Rabu, 14 September 2011

PUISI SUNDA RINA FITRIATI


RINGKANG KALANGKANG
 (Rina Fitriati)

Kunaon ari anjeun?
Dianti-anti, tina sela-sela renghap jeung kereteg kuring,
Anjeun bet cicing,matak samar rasa,samar polah,samar rampa
Luut leet kuring ngudag,tina sesa urat-urat raga,anjeun bet ngabelesat lumpat
Ah boa-boa...jadi loba kainggis,loba karempan
Tapi naha ari anjeun?
Kuring ngalengkah,anjeun milu ngalengkah
Kuring ngaringkang,anjeun milu ngaringkang
Siloka jeung ungkara marakbak minuhan dada
Lelenyapan nyipta-nyipta rasa dina rohang hate,nu guligah pinuh kabungah,bungangang najan aya rasa honcewang
Kamelang lain ukur babasan
Sabab anjeun teh kuring
Rindat anjeun, rindat kuring
Gelenyu anjeun, gelenyu kuring
Baeud anjeun, baeud kuring
Hariwang anjeun, hariwang kuring
Lugina anjeun, lugina kuring
Tibelat anjeun, tibelat kuring
Rasa anjeun, rasa kuring
Asih anjeun, asih kuring
Ringkang anjeun, ringkang kuring


Puisi diatas adalah contoh sebuah puisi sunda yang dirangkai oleh sahabat karib saya seorang penyair dan juga ahli pengobatan dari Cianjur, Rina Fitriati. Pusinya menceritakan tentang kerinduan sang perangkai kata terhadap “kekasih"nya yang selalu "menemani" jalan hidupnya. Kebanyakan puisi yang dibuatnya memang bertemakan cinta dan kerinduan baik terhadap makhluk, alam maupun Sang Pencipta. Dalam puisi-uisinya mengisyaratkan tentang pandangannya tentang cinta yang ia umpamakan sebagai sesuatu yang sakrral sehingga segala prosesnya tak hendak untuk ditolak. Kenyataannya memang cinta sulit ditolak hadirnya dan hakikatnya begitu sulit untuk disangkal dari urat nadi manusia karena cinta adalah anugerah terindah yang diberikan oleh Sang Pencipta.

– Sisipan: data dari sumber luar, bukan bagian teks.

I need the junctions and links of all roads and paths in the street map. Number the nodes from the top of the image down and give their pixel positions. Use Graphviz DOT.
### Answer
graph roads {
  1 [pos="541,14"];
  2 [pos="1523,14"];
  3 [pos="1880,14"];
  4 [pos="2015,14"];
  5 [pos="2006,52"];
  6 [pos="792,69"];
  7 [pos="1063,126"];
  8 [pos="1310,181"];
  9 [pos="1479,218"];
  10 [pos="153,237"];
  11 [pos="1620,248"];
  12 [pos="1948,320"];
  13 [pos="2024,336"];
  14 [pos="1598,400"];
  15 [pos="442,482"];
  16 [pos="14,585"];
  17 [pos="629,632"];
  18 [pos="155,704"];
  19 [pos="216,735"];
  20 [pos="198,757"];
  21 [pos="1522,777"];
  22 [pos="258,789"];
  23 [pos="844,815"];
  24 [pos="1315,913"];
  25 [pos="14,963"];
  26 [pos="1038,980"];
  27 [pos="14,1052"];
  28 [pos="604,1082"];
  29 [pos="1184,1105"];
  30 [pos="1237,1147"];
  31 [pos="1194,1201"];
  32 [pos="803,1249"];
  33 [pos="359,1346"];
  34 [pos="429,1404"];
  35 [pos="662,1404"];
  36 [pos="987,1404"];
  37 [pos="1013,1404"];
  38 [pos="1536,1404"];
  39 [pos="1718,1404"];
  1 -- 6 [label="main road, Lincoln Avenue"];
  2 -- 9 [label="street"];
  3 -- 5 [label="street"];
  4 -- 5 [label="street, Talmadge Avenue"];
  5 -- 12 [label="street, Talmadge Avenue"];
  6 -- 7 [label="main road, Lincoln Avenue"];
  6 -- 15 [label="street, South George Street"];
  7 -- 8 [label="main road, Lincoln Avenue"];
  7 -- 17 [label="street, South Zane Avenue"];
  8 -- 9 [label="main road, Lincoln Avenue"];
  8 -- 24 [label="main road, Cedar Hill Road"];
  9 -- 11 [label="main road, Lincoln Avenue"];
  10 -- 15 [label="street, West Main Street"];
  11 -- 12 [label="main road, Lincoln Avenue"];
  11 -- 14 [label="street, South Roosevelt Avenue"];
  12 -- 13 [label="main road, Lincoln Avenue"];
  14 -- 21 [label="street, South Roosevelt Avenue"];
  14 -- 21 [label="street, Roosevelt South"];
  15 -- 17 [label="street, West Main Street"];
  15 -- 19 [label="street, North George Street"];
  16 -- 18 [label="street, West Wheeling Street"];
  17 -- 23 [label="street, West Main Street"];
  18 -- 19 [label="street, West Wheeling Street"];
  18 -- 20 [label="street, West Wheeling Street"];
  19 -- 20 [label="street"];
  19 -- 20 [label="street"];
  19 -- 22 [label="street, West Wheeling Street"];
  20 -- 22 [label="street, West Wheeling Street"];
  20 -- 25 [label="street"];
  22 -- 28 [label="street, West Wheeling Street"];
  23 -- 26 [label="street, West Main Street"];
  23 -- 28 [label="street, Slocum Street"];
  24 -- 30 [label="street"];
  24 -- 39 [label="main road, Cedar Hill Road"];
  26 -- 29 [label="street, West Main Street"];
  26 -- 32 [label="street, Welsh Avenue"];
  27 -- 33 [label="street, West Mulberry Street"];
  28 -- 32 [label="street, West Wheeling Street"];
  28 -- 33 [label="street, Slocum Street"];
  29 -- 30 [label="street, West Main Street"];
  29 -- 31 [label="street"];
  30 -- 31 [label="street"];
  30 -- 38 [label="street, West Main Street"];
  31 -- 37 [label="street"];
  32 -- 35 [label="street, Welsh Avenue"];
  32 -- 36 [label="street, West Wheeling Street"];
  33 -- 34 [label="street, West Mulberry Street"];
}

Puisi adalah karya sastra indah yang bersifat imajinatif bahkan konotatif, bahasa puisi lebih memilki banyak kemungkinan makna. Hal ini disebabkan karena terjadinya konsentrasi atau pemadatan segenap kakuatan bahasa di dalam puisi. Struktur fisik dan struktur batin puisi yang sangat padat bersenyawa secara padu bagaikan gula dalam larutan kopi. Tak seperti puisi lainnya, puisi sunda sangat merangsang saya untuk tak sekedar “mencicipi” keindahannya, mengagumi dan bahkan ada hasrat untuk membuat sendiri, sayangnya keterbatasan saya tentang bahasa sastra sunda (padahal abdi urang sunda) menjadi kendala sehingga saya harus berlama-lama dalam memahami makna dari sebuah puisi sunda, padahal Chairil Anwar menyatakan, "carilah makna sampai ke akar kata!".
Rina cukup ahli dalam menggali dan menemukan bahasa-bahasa sastra sunda yang menurut saya sebagai orang sunda, sudah banyak tidak diketahui oleh generasi kita sekarang. Jalinan kata-katanya mampu memadukan kemanisan bunyi dengan makna  Bentuk fisik dan bentuk batin puisinya merupakan satu kesatuan yang bulat dan utuh menyaturaga tidak dapat dipisahkan dan merupakan kesatuan yang padu. Karyanya yang berjudul Ringkang Kalangkang terlihat sangat apik dan “Penuh” oleh bahasa-bahasa sastra tingkat tinggi dalam sastra sunda. Contoh pemilihan diksi dalam Puisi pendek karyanya dibawah ini menunjukkan kemampuannya dalam merangkum rasa dan kata dengan lengkap.

GALURA RASA
(Rina Fitriati)
Bedah deui ieu cimata,leuwih rongkah batan harita
Runtag deui ieu rasa,kasaput halimun tohaga
Kandeg deui ieu lengkah,naratas rumpilna satapak
Caah rongkah jero dada,malidkeun galura rasa,nu geus nyanding,ngajirim ti mangsa ka mangsa.
Besar kemungkinan pemenuhan rasa dan kata yang rangkai oleh Rina berasal dari pengalaman pribadinya, seperti juga penyair fenomenal Kahlil Gibran yang sangat dipengaruhi oleh pengalaman keluarga, masa kecil dan cintanya telah melahirkan puisi-puisi besar yang sarat makna dan rasa. Puisi yang berbasis pengalaman membuat syairnya begitu dekat dengan rasa pecintanya. Cinta, kesedihan, persahabatan yang universal menjadikan karyanya tak bersekat dan tak hanya bisa dinikmati oleh pihak tertentu saja.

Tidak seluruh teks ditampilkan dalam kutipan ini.